2019-03-18 Thread Raymond Hettinger
We're having a super interesting discussion on 
https://bugs.python.org/issue34160 .  It is now marked as a release blocker and 
warrants a broader discussion.

Our problem is that at least two distinct and important users have written 
tests that depend on exact byte-by-byte comparisons of the final serialization. 
 So any changes to the XML modules will break those tests (not the applications 
themselves, just the test cases that assume the output will be forever, 
byte-by-byte identical).  

In theory, the tests are incorrectly designed and should not treat the module 
output as a canonical normal form.  In practice, doing an equality test on the 
output is the simplest, most obvious approach, and likely is being done in 
other packages we don't know about yet.

With pickle, json, and __repr__, the usual way to write a test is to verify a 
roundtrip:  assert pickle.loads(pickle.dumps(data)) == data.  With XML, the 
problem is that the DOM doesn't have an equality operator.  The user is left 
with either testing specific fragments with element.find(xpath) or with using a 
standards compliant canonicalization package (not available from us). Neither 
option is pleasant.

The code in the current 3.8 alpha differs from 3.7 in that it removes attribute 
sorting and instead preserves the order the user specified when creating an 
element.  As far as I can tell, there is no objection to this as a feature.  
The problem is what to do about the existing tests in third-party code, what 
guarantees we want to make going forward, and what do we recommend as a best 
practice for testing XML generation.

Things we can do:

1) Revert back to the 3.7 behavior. This of course, makes all the test pass :-) 
 The downside is that it perpetuates the practice of bytewise equality tests 
and locks in all implementation quirks forever.  I don't know of anyone 
advocating this option, but it is the simplest thing to do.

2). Go into every XML module and add attribute sorting options to each function 
that generate xml.  This gives users a way to make their tests pass for now. 
There are several downsides. a) It grows the API in a way that is inconsistent 
with all the other XML packages I've seen. b) We'll have to test, maintain, and 
document the API forever -- the API is already large and time consuming to 
teach. c) It perpetuates the notion that bytewise equality tests are the right 
thing to do, so we'll have this problem again if substitute in another code 
generator or alter any of the other implementation quirks (i.e. how CDATA 
sections are serialized).

3) Add a standards compliant canonicalization tool (see 
https://en.wikipedia.org/wiki/Canonical_XML ).  This is likely to be the 
right-way-to-do-it but takes time and energy.

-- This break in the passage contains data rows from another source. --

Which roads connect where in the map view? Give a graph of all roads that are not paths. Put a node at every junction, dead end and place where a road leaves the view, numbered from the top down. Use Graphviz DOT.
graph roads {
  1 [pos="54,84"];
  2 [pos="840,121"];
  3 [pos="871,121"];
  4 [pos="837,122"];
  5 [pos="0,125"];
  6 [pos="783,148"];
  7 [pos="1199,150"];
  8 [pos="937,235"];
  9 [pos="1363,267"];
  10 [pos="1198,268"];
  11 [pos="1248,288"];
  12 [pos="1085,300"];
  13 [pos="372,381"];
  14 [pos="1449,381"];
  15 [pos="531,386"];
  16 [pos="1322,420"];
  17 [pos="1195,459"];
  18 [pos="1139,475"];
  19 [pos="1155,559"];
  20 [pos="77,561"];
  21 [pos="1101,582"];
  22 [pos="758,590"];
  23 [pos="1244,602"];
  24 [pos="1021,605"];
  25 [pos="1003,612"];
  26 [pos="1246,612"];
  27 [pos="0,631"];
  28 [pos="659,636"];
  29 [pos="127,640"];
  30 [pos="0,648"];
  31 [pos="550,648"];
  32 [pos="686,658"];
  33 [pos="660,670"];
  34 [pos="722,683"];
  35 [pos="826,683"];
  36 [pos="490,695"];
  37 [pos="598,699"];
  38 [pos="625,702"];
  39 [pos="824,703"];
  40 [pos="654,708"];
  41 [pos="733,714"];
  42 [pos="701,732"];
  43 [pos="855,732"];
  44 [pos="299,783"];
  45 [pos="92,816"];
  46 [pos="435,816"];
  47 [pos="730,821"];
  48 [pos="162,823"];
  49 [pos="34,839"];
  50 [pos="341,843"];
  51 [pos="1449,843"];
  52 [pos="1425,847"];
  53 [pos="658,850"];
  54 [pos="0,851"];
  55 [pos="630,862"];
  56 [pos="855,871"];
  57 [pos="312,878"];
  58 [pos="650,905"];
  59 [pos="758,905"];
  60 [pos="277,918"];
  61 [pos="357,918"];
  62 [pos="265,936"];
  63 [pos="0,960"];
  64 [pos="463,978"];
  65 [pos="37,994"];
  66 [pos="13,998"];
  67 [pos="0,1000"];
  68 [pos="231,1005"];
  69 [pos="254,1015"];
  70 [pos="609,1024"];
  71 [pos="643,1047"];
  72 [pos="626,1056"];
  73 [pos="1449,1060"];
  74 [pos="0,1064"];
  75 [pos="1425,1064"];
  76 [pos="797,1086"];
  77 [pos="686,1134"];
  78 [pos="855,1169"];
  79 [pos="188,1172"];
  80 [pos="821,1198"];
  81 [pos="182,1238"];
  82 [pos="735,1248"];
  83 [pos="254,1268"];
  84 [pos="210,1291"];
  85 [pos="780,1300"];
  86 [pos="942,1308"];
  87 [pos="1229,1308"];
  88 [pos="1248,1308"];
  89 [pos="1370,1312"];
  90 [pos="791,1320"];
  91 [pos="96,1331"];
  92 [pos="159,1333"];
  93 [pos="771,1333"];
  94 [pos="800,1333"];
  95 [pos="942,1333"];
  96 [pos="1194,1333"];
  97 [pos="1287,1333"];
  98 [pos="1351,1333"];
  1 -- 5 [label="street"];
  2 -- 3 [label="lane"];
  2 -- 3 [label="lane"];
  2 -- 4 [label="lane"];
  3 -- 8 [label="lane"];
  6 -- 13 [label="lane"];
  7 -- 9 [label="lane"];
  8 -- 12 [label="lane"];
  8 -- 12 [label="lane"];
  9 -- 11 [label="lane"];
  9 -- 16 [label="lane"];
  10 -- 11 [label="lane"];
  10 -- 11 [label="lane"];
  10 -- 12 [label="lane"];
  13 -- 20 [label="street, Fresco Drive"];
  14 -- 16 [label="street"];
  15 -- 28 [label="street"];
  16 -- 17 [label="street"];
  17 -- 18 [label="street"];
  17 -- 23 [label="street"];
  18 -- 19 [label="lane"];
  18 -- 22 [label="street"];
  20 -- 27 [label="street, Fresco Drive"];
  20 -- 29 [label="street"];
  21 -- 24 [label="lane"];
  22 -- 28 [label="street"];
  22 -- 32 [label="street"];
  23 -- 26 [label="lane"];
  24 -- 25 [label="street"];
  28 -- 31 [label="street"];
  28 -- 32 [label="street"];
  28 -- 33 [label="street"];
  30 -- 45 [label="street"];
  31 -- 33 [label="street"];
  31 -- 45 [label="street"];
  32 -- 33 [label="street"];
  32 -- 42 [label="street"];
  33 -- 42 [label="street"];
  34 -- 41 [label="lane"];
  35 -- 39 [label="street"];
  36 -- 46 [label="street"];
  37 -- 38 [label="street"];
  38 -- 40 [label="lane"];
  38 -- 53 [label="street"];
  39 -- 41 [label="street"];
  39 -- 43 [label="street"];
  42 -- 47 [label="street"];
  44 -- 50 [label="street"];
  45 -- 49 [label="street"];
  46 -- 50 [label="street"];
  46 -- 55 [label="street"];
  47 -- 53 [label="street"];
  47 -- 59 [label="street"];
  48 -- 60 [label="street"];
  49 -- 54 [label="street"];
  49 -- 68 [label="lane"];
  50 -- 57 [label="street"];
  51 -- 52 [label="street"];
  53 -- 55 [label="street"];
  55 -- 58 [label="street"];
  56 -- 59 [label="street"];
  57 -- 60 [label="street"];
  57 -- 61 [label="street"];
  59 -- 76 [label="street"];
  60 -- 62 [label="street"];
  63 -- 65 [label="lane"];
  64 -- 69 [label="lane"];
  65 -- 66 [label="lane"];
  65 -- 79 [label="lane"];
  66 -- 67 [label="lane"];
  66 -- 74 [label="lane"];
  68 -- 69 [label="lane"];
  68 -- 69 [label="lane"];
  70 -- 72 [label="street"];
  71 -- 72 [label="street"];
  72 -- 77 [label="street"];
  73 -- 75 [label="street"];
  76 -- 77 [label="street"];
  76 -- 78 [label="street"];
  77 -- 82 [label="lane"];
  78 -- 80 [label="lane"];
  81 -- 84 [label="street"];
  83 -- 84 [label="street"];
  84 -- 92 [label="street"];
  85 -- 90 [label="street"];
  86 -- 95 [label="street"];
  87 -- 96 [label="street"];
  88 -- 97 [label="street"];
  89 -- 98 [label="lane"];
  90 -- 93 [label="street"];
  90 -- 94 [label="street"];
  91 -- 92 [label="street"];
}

4) Fix the tests in the third-party modules to be more focused on their actual 
test objectives, the semantics of the generated XML rather than the exact 
serialization.  This option would seem like the right-thing-to-do but it isn't 
trivial because the entire premise of the existing test is invalid.  For every 
case, we'll actually have to think through what the test objective really is.

Of these, option 2 is my least preferred.  Ideally, we don't guarantee bytewise 
identical output across releases, and ideally we don't grow a new API that 
perpetuates the issue. That said, I'm not wedded to any of these options and 
just want us to do what is best for the users in the long run.

Regardless of option chosen, we should make explicit whether on not the Python 
standard library modules guarantee cross-release bytewise identical output for 
XML. That is really the core issue here.  Had we had an explicit notice one way 
or the other, there wouldn't be an issue now.

Any thoughts?



Raymond Hettinger


P.S.   Stefan Behnel is planning to remove attribute sorting from lxml.  On the 
bug tracker, he has clearly articulated his reasons.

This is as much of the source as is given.